Court Opinion

ID: 9745436
Source: CourtListenerOpinion
Date Created: 2023-08-26 22:56:33.598562+00
Date Added: 2024-06-11T07:25:00.725500
License: Public Domain

SPENCER, P. J., Concurring.
I agree Fireman’s Fund had no duty to defend, in that the Environmental protection Agency’s (EPA) orders did not emanate from a suit. I do not agree, however, that the definition of “suit” is limited to proceedings in a court of law tried by a judge or jury.
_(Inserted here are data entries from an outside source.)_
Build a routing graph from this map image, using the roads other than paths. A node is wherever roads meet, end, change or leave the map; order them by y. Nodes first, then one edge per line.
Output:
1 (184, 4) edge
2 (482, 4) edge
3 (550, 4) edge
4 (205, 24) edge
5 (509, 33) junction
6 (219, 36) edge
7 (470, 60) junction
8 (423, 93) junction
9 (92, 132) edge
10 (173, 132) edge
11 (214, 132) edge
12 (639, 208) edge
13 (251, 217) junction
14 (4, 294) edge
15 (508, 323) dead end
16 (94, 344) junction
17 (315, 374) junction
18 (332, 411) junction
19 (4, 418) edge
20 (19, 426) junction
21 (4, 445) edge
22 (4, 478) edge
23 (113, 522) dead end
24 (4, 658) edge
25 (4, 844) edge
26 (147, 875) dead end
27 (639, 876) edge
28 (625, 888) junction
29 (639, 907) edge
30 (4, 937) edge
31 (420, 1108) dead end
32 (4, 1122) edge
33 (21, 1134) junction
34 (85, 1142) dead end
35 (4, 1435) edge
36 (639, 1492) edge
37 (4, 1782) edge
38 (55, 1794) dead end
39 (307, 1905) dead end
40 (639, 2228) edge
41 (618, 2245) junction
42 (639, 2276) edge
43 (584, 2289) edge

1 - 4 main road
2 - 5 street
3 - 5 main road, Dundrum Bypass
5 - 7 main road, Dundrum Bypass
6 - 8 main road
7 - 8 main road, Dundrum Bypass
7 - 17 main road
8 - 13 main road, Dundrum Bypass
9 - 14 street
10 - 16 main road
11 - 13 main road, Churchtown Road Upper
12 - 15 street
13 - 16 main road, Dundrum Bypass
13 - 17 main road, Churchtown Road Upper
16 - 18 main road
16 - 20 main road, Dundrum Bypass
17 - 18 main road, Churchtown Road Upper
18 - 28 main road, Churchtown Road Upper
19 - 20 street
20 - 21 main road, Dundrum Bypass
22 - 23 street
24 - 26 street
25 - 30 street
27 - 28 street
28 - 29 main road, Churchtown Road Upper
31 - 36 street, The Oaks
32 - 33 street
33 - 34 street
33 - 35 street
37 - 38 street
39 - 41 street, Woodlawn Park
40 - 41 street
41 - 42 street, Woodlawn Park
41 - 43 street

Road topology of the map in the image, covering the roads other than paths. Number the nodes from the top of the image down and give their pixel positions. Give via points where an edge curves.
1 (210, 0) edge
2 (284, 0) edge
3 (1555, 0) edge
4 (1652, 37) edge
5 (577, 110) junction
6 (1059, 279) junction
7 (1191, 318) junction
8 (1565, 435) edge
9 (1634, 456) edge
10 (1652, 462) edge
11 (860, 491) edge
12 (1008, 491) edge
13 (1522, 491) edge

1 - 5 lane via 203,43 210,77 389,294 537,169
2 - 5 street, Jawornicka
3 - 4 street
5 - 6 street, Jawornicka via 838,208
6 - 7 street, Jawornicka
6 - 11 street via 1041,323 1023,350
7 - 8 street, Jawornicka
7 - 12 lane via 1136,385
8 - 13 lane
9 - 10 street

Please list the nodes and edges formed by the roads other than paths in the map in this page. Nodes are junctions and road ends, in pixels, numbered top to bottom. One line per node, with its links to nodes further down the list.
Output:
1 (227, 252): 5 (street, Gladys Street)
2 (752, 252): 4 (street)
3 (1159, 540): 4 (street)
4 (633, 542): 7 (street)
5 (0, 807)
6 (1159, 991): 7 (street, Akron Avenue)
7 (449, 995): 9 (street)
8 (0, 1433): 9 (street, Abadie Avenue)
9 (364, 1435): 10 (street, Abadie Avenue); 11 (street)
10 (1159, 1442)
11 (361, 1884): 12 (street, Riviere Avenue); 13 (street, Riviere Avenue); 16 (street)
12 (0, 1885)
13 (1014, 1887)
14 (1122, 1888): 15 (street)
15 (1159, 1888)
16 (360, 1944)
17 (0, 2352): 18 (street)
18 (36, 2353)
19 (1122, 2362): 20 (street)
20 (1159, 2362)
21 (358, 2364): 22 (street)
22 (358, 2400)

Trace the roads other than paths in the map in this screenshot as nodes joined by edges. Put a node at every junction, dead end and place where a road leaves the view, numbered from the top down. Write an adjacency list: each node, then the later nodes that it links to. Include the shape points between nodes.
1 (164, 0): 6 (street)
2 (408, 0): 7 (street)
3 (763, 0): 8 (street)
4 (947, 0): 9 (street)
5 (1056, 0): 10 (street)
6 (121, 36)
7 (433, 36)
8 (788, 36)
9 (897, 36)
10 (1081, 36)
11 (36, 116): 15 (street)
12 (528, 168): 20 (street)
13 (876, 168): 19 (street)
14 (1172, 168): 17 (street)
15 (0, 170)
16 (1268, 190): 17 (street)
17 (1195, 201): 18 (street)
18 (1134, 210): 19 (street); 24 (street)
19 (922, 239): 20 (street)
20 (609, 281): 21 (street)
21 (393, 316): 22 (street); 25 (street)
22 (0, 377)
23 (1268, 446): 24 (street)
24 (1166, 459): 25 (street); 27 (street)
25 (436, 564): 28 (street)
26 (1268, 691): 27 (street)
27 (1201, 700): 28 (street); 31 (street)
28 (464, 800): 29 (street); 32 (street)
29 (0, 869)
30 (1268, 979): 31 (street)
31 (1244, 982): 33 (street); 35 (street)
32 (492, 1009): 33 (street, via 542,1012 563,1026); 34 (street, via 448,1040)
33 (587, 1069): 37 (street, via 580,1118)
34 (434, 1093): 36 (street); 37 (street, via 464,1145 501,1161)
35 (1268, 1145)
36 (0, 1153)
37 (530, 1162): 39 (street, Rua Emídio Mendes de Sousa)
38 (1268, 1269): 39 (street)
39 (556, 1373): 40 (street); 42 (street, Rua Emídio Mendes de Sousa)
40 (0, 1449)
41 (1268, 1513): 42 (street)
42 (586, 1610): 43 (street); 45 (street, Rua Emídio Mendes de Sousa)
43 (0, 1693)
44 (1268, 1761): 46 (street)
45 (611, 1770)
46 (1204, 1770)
As noted in Webster’s Third New International Dictionary (1993) page 2286, column 3, “suit” is not only “an action or process in a court for the recovery of a right or claim,” but it may include “the attempt to gain an end by legal process,” or “prosecution of [a] right before any tribunal.” (Italics added.) While a court undoubtedly is a tribunal, additionally a tribunal is a “forum of justice” *1222and may consist of any “person or body of persons having authority to hear and decide disputes so as to bind the disputants” or who “decides or judges” a matter and “determines or directs a judgment or course of action.” (Id. at p. 2441, col. 1.) In my view, therefore, the common, ordinary meaning of “suit” is broad enough to cover alternative dispute resolution proceedings such as adjudicatory administrative hearings without resort to the “functional equivalent” approach to contract interpretation (Mich. Millers Mut. Ins. v. Bronson Plat. (1994) 445 Mich. 558 [519 N.W.2d 864, 868, 870]).
What the EPA conducted here was merely an investigative administrative proceeding seeking a negotiated settlement and a consent decree. As the agency lacked the requisite authority to bind the disputants, even under the “functional equivalent” approach to interpretation, this proceeding did not qualify as a suit. I therefore concur in the judgment.